School of Pharmaceutical Sciences of Ribeirao Preto, University of São Paulo, Ribeirão Preto 14040-903, Brazil.
Cell Genom. 2025 Jun 11;5(6):100851. doi: 10.1016/j.xgen.2025.100851. Epub 2025 Apr 17.
Cancer progression and therapeutic resistance are closely linked to a stemness phenotype. Here, we introduce a protein-expression-based stemness index (PROTsi) to evaluate oncogenic dedifferentiation in relation to histopathology, molecular features, and clinical outcomes. Utilizing datasets from the Clinical Proteomic Tumor Analysis Consortium across 11 tumor types, we validate PROTsi's effectiveness in accurately quantifying stem-like features. Through integration of PROTsi with multi-omics, including protein post-translational modifications, we identify molecular features associated with stemness and proteins that act as active nodes within transcriptional networks, driving tumor aggressiveness. Proteins highly correlated with stemness were identified as potential drug targets, both shared and tumor specific. These stemness-associated proteins demonstrate predictive value for clinical outcomes, as confirmed by immunohistochemistry in multiple samples. The findings emphasize PROTsi's efficacy as a valuable tool for selecting predictive protein targets, a crucial step in customizing anti-cancer therapy and advancing the clinical development of cures for cancer patients.

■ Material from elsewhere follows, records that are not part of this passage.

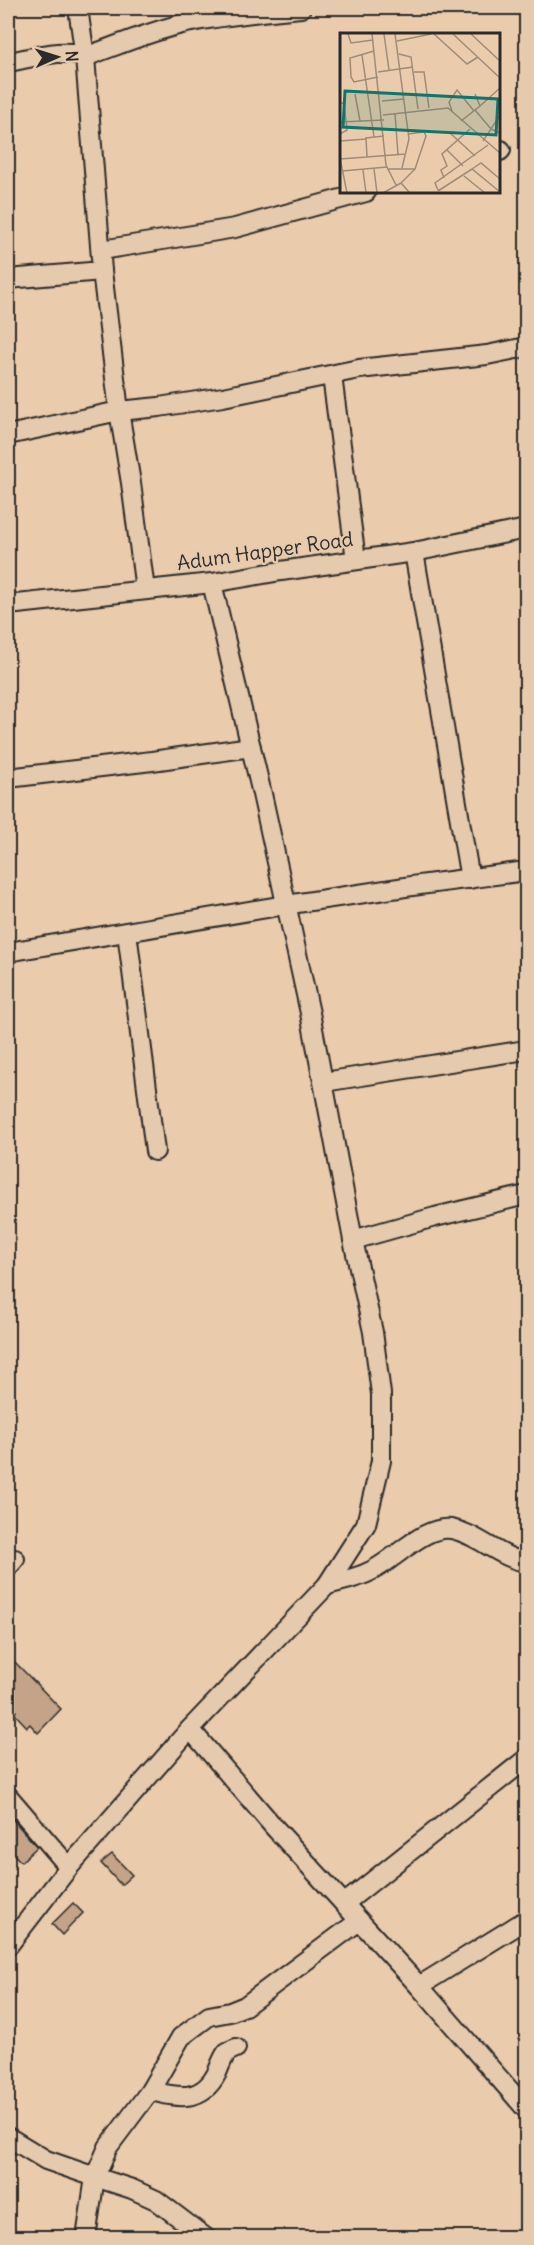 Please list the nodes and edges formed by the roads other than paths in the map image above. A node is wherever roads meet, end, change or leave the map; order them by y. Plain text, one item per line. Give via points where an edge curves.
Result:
1 (78, 8) edge
2 (301, 8) edge
3 (85, 57) junction
4 (8, 62) edge
5 (359, 194) edge
6 (102, 250) junction
7 (102, 271) junction
8 (8, 279) edge
9 (526, 347) edge
10 (332, 376) junction
11 (119, 411) junction
12 (8, 435) edge
13 (526, 529) edge
14 (414, 552) junction
15 (356, 560) junction
16 (212, 583) junction
17 (145, 590) junction
18 (8, 605) edge
19 (251, 747) junction
20 (8, 778) edge
21 (526, 871) edge
22 (470, 879) junction
23 (285, 905) junction
24 (127, 932) junction
25 (8, 952) edge
26 (526, 1050) edge
27 (324, 1082) junction
28 (155, 1151) dead end
29 (526, 1195) edge
30 (353, 1240) junction
31 (526, 1562) edge
32 (327, 1586) junction
33 (190, 1729) junction
34 (526, 1759) edge
35 (8, 1796) edge
36 (69, 1866) junction
37 (345, 1903) junction
38 (526, 1920) edge
39 (359, 1921) junction
40 (8, 1946) edge
41 (419, 1986) junction
42 (236, 2048) dead end
43 (150, 2091) junction
44 (526, 2109) edge
45 (8, 2137) edge
46 (94, 2177) junction
47 (86, 2238) edge
48 (206, 2238) edge

1 - 3 street
2 - 3 street via 186,23
3 - 4 street via 54,54
3 - 6 street
5 - 6 street via 235,228
6 - 7 street
7 - 8 street
7 - 11 street
9 - 10 street
10 - 11 street via 200,401
10 - 15 street
11 - 12 street
11 - 17 street
13 - 14 street, Adum Happer Road
14 - 15 street, Adum Happer Road
14 - 22 street
15 - 16 street, Adum Happer Road
16 - 17 street, Adum Happer Road
16 - 19 street
17 - 18 street, Adum Happer Road
19 - 20 street
19 - 23 street
21 - 22 street
22 - 23 street
23 - 24 street
23 - 27 street
24 - 25 street
24 - 28 street
26 - 27 street
27 - 30 street
29 - 30 street
30 - 32 street via 381,1394 381,1461 366,1524
31 - 32 street via 468,1534 448,1529 427,1533 370,1572
32 - 33 street
33 - 36 street
33 - 37 street
34 - 37 street
35 - 36 street
36 - 40 street
37 - 39 street
38 - 41 street
39 - 41 street
39 - 43 street via 245,2006 195,2024 180,2037
41 - 44 street
42 - 43 street via 227,2052 211,2082 195,2095 180,2098
43 - 46 street via 108,2147
45 - 46 street via 46,2160
46 - 47 street
46 - 48 street via 156,2200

癌症进展和治疗耐药性与干性表型密切相关。在此,我们引入一种基于蛋白质表达的干性指数(PROTsi),以评估与组织病理学、分子特征和临床结果相关的致癌去分化。利用临床蛋白质组肿瘤分析联盟针对11种肿瘤类型的数据集,我们验证了PROTsi在准确量化干细胞样特征方面的有效性。通过将PROTsi与多组学(包括蛋白质翻译后修饰)整合,我们确定了与干性相关的分子特征以及在转录网络中作为活跃节点、驱动肿瘤侵袭性的蛋白质。与干性高度相关的蛋白质被确定为潜在的药物靶点,包括共同的和肿瘤特异性的靶点。这些与干性相关的蛋白质对临床结果具有预测价值,这在多个样本的免疫组织化学中得到了证实。这些发现强调了PROTsi作为选择预测性蛋白质靶点的宝贵工具的有效性,这是定制抗癌治疗以及推进癌症患者治愈方法临床开发的关键一步。